Em 27 de março, sem outro inscrito, Gabriel foi escolhido pré-candidato com 57 votos favoráveis e dois contrários. Schirmer, inconformado, anunciou que disputaria a indicação na convenção estadual do MDB. Sem a certeza sobre quem seria o candidato, outros partidos passaram a fugir do MDB nas conversas sobre alianças. Gabriel saiu a percorrer o Estado como um cavaleiro solitário, sem que esses líderes defensores aguerridos da candidatura própria o acompanhassem.
Em junho, quando Leite anunciou que seria candidato, quebrou uma das asas de Gabriel. Com o mesmo programa e o mesmo discurso, o ex-governador passou a cortejar o MDB, que seguia no governo de Ranolfo Vieira Júnior ocupando os mesmos cargos. Os mais pragmáticos entenderam que a candidatura própria estava fadada ao fracasso e começaram a trabalhar pela aliança, estimulados pela direção nacional do MDB, que queria o apoio dos tucanos à candidata Simone Tebet.
O presidente nacional do MDB, Baleia Rossi, teve um papel importante na virada, mas não foi decisivo. O que garantiu os 27 votos a mais pela candidatura própria foi a mobilização dos prefeitos e vereadores, o trabalho dos deputados, dos secretários e dos CCs do MDB no governo estadual e a falta de alternativa.
O grupo que gravava vídeos contra a aliança não demonstrava empenho na pré-campanha de Gabriel e não apresentava alternativa. Schirmer não se inscreveu como candidato a governador, ninguém pleiteou a vaga de vice em caso de chapa pura, nem de senador. Se Sartori tivesse aceito disputar o Senado, o MDB teria um apelo a mais. Se ele e os demais líderes que votaram e sequer entraram no Dante Barone tivessem dado a cara a tapa, como Schirmer deu e foi vaiado, talvez virassem os 27 votos.
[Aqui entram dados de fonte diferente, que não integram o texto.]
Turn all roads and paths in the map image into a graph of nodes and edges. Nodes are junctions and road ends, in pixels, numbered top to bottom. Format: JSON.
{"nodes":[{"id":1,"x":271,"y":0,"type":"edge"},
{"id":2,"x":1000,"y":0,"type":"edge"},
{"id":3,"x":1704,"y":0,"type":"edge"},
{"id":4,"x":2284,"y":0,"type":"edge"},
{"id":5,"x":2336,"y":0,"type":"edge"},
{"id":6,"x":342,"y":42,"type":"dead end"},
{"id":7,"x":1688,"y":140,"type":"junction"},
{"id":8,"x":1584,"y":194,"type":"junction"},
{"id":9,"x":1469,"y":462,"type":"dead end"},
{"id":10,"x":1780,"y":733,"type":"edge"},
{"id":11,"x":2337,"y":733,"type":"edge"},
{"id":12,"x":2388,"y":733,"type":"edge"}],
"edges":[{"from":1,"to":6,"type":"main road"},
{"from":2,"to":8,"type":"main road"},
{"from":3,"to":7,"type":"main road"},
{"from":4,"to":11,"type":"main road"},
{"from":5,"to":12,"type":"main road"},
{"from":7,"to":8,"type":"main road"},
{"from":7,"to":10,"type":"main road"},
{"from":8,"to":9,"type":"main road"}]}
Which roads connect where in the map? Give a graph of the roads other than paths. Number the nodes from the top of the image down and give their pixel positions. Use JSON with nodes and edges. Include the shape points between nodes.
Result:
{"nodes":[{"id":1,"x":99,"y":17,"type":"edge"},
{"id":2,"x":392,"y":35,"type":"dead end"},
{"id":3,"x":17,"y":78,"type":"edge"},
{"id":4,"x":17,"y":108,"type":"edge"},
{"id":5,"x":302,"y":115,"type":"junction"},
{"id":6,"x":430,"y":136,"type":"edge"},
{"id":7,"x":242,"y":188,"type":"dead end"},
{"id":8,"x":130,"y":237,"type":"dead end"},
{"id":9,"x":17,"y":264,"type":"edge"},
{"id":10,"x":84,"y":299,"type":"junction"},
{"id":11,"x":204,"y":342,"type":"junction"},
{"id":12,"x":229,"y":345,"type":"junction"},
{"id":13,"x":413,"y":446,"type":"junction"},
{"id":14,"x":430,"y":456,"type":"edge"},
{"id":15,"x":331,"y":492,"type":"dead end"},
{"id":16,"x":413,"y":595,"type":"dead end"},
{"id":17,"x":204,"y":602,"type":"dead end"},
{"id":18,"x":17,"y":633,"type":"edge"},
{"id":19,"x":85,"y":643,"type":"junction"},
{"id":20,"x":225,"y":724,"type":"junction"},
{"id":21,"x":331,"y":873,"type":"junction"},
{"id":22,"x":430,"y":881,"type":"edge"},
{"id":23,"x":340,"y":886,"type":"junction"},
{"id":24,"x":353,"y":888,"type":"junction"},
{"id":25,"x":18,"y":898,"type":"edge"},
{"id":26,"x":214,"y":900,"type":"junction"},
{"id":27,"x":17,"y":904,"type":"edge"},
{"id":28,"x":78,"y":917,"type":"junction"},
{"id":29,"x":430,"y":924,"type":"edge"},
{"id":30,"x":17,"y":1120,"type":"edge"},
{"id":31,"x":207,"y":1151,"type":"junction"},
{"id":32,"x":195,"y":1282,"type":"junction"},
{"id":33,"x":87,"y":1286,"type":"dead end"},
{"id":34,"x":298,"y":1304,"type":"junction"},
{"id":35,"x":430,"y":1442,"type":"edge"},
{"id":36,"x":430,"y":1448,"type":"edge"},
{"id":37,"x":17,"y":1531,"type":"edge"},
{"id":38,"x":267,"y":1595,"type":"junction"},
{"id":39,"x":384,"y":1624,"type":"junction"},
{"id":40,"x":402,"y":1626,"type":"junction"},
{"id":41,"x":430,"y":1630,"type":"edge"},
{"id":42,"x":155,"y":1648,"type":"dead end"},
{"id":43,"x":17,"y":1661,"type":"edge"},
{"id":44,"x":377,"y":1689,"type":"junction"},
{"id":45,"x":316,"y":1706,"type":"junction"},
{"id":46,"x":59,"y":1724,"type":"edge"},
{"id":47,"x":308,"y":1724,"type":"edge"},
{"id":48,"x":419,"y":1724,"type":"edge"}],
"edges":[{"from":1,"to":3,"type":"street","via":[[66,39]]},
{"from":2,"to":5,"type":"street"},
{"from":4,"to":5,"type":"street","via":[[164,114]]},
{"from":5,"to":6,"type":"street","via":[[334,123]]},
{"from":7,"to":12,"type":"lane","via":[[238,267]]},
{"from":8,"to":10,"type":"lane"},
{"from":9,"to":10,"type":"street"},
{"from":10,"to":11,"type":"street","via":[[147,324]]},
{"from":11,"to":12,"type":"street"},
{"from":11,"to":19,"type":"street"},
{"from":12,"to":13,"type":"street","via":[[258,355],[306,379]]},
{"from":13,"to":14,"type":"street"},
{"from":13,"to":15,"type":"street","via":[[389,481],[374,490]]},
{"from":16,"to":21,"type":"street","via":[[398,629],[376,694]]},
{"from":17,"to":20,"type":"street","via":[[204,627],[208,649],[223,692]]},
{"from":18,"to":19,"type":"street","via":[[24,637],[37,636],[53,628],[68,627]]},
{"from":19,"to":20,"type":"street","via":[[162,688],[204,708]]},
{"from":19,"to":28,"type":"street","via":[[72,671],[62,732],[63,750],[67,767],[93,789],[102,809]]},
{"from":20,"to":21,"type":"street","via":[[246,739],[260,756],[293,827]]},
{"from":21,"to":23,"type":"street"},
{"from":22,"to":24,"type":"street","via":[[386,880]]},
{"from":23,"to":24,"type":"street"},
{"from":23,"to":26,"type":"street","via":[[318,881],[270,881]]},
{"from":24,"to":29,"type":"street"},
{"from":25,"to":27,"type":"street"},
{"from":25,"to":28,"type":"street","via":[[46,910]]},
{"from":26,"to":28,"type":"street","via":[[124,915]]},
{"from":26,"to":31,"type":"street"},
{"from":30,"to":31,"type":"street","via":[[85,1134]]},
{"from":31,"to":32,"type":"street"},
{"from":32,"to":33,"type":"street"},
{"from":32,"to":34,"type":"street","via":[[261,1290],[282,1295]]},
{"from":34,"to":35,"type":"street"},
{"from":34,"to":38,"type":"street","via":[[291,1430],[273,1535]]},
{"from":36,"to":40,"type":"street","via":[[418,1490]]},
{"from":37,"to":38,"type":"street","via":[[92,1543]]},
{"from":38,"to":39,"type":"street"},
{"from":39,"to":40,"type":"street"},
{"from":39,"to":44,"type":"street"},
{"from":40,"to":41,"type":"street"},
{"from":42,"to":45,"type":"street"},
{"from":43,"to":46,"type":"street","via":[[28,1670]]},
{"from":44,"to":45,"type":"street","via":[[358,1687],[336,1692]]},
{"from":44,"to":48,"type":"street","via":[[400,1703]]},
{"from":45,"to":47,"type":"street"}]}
O “se” não leva a lugar algum: a convenção decidiu, está decidido. Os vencedores tentarão agora reduzir os danos, tentando convencer uma parte dos derrotados que a democracia exige respeito ao que a maioria decide. A outra, que já está inclinada a apoiar Onyx Lorenzoni, o fará sem cerimônia. Leite garantiu o tempo de rádio e TV do MDB, um vice empenhado em trabalhar e o apoio de dois dos quatro deputados federais (Giovani Feltes e Márcio Biolchi), da maioria da bancada estadual, do ex-governador Germano Rigotto e do ex-prefeito José Fogaça. Não é tudo, mas também não é pouco.